WHAT IS BEING ASKED => Copy each line of the data below in which the word "North" can be found.

····················

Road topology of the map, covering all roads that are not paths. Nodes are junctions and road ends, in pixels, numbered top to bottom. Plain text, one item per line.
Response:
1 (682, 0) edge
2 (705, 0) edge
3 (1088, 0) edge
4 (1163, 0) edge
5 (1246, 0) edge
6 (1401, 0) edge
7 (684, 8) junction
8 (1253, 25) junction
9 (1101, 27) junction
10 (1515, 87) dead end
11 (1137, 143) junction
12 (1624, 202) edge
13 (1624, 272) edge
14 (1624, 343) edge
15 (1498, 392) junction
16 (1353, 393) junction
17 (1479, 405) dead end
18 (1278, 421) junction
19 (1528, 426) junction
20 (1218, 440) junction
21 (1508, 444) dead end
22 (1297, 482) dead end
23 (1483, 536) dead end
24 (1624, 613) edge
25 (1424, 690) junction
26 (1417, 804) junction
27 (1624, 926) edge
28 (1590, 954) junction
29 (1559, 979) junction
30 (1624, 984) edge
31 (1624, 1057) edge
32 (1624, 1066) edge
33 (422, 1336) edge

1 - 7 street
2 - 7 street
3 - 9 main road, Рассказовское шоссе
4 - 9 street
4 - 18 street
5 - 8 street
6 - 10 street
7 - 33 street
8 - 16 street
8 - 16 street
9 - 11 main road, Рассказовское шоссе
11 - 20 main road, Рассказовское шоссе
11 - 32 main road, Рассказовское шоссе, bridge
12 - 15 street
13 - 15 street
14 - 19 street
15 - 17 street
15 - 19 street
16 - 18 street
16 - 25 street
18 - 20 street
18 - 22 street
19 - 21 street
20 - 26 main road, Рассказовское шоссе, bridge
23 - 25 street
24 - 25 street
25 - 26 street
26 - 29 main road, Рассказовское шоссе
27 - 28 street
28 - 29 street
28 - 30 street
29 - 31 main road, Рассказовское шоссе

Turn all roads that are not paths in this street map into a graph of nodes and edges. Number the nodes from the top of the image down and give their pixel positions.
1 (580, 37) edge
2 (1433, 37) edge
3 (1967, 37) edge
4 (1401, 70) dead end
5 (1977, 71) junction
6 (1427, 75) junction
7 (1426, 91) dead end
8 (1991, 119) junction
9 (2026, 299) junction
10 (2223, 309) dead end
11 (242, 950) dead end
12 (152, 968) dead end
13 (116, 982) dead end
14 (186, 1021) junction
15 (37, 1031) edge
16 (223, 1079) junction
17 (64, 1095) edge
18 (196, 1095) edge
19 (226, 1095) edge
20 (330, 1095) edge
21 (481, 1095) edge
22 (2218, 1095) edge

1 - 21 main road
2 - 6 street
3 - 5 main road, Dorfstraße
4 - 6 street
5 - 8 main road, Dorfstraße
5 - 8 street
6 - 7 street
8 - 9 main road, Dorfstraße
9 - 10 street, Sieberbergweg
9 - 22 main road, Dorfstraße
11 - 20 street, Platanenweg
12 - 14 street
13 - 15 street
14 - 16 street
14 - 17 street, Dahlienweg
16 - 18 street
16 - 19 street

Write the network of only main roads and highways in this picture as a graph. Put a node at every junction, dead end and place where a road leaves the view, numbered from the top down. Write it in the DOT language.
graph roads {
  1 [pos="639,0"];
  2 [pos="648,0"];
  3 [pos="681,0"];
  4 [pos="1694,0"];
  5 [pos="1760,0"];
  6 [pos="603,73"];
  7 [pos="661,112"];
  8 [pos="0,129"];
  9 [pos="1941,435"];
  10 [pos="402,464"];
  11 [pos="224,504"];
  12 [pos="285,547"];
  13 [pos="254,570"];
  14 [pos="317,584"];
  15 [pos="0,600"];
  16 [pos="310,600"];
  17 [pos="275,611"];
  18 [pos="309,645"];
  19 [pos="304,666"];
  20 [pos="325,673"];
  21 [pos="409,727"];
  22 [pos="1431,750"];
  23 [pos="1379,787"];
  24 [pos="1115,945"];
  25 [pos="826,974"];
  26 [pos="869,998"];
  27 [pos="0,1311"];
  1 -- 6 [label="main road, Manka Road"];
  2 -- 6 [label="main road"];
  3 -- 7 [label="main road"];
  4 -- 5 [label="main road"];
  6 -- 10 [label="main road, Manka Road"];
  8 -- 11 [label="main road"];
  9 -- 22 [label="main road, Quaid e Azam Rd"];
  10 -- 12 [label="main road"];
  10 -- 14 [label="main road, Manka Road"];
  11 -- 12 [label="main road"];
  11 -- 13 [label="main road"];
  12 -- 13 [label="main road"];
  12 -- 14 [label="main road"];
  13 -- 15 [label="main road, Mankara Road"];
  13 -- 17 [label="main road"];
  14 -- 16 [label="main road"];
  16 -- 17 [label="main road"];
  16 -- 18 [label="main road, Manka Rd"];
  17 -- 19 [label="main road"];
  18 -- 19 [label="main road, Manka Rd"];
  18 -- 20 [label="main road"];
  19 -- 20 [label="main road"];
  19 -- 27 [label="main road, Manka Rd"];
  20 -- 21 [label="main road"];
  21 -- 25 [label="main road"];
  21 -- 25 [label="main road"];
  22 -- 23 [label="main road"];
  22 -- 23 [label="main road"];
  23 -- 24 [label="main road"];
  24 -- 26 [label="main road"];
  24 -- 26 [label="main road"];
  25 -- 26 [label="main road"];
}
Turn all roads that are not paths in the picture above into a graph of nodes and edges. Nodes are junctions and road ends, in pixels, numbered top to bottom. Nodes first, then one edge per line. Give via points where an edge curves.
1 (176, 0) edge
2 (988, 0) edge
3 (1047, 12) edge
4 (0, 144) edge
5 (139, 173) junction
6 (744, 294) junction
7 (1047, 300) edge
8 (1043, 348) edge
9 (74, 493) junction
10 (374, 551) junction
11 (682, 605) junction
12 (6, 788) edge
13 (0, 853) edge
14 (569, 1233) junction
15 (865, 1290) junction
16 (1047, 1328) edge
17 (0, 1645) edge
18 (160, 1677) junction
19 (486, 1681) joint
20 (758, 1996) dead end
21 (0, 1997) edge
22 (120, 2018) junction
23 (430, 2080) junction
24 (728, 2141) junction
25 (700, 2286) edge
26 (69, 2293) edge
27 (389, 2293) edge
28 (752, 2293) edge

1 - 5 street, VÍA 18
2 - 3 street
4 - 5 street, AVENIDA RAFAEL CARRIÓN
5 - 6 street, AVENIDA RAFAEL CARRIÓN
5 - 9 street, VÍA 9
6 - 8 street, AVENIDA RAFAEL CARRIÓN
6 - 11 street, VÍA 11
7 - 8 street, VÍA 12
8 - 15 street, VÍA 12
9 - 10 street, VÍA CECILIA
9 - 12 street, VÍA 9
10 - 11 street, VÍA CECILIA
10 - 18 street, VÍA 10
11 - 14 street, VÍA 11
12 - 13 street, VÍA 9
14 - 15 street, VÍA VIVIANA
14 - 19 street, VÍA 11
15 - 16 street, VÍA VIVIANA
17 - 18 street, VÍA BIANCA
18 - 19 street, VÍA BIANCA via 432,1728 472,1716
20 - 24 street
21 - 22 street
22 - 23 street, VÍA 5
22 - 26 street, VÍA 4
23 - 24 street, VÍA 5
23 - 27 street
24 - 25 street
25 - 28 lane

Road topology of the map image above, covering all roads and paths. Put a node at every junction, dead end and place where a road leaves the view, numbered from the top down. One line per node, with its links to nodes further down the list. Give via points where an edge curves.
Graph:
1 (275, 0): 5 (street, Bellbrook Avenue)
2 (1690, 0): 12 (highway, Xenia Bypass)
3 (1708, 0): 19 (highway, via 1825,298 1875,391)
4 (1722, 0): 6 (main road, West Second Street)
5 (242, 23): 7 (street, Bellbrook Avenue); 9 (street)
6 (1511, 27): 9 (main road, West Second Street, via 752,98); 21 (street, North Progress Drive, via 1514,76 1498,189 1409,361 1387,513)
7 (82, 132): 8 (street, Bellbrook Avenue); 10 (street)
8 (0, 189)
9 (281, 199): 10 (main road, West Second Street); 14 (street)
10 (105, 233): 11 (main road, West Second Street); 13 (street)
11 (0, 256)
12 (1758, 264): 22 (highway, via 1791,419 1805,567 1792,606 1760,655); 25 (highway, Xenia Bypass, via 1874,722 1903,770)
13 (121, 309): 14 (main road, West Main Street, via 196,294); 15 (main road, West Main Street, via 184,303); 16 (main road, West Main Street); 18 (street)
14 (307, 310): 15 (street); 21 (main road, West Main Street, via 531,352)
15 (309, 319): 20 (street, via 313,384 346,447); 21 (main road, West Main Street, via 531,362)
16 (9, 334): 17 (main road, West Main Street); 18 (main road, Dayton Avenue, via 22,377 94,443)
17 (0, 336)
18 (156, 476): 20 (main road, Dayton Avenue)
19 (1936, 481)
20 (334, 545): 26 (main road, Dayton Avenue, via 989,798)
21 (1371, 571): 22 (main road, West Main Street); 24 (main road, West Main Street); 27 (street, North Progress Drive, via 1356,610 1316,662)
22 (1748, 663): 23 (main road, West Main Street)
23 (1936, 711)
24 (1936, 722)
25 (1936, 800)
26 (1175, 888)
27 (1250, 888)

····················

COMPLETED TASK =>
6 (1511, 27): 9 (main road, West Second Street, via 752,98); 21 (street, North Progress Drive, via 1514,76 1498,189 1409,361 1387,513)
21 (1371, 571): 22 (main road, West Main Street); 24 (main road, West Main Street); 27 (street, North Progress Drive, via 1356,610 1316,662)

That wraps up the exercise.